For the past five years, investors flocked to Atlanta, buying up properties with cheap debt before flipping them for high prices as the area’s rents and occupancies surged, Haddow said. The ability to quickly sell a complex has dried up as banks shied away from drafting new loans as they wrestle with portfolios teeming with commercial real estate loans.

"It's kind of like hot potato. Who's going to be left holding the bag when the music stops?" he said. "I think there's going to be more of these. There's going to be some value resets."

While metro Atlanta landlords continued to push up rents this year, a slowing job market, especially in the tech sector, plus a record number of new units coming online this year has pushed the region's vacancy rate to 7.2% in the second quarter, the highest in a decade, according to Marcus & Millichap.

Developers were underway with more than 42,000 units as of the second quarter, a third of which are set to deliver this year. The increased supply has hampered developers' ability to raise rents; rents grew 3.2% year-over-year in the second quarter, according to Marcus & Millichap, after increasing by more than 20% in 2021.

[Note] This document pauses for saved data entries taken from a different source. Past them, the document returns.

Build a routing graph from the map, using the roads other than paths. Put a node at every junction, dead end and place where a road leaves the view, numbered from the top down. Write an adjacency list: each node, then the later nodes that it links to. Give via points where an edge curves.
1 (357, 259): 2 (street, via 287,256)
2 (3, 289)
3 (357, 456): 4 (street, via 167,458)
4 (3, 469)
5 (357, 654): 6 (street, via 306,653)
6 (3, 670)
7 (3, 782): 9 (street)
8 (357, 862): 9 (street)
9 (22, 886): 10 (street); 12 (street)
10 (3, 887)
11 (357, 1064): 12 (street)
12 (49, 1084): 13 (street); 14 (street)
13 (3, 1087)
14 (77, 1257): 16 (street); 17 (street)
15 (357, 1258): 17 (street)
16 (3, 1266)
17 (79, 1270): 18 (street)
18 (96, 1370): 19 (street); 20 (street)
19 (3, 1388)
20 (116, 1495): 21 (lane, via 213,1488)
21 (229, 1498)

Despite the rising interest rate environment, United Brokers America President Maria King said she hasn't seen distressed selling at this point in the Southeast. Private capital and out-of-state investors continue to scout for apartment buys in Metro Atlanta, especially in the suburbs where political blowback is restraining the supply of apartments — including in Sandy Springs.

“I’ve been waiting to see if [a wave of distress] is going to happen,” King said. “But there are still people trying to test the market, and you still have some buyers out there.”

Distress is mounting across the Sun Belt, however. Roughly $8B in multifamily loans are maturing in the second half of 2023, according to Morningstar Credit.  Trepp Senior Managing Director Manus Clancy told Bisnow this month the “epicenter of concern” are those who bought value-add properties with floating-rate debt at the peak of the market in 2021 and the first half of 2022.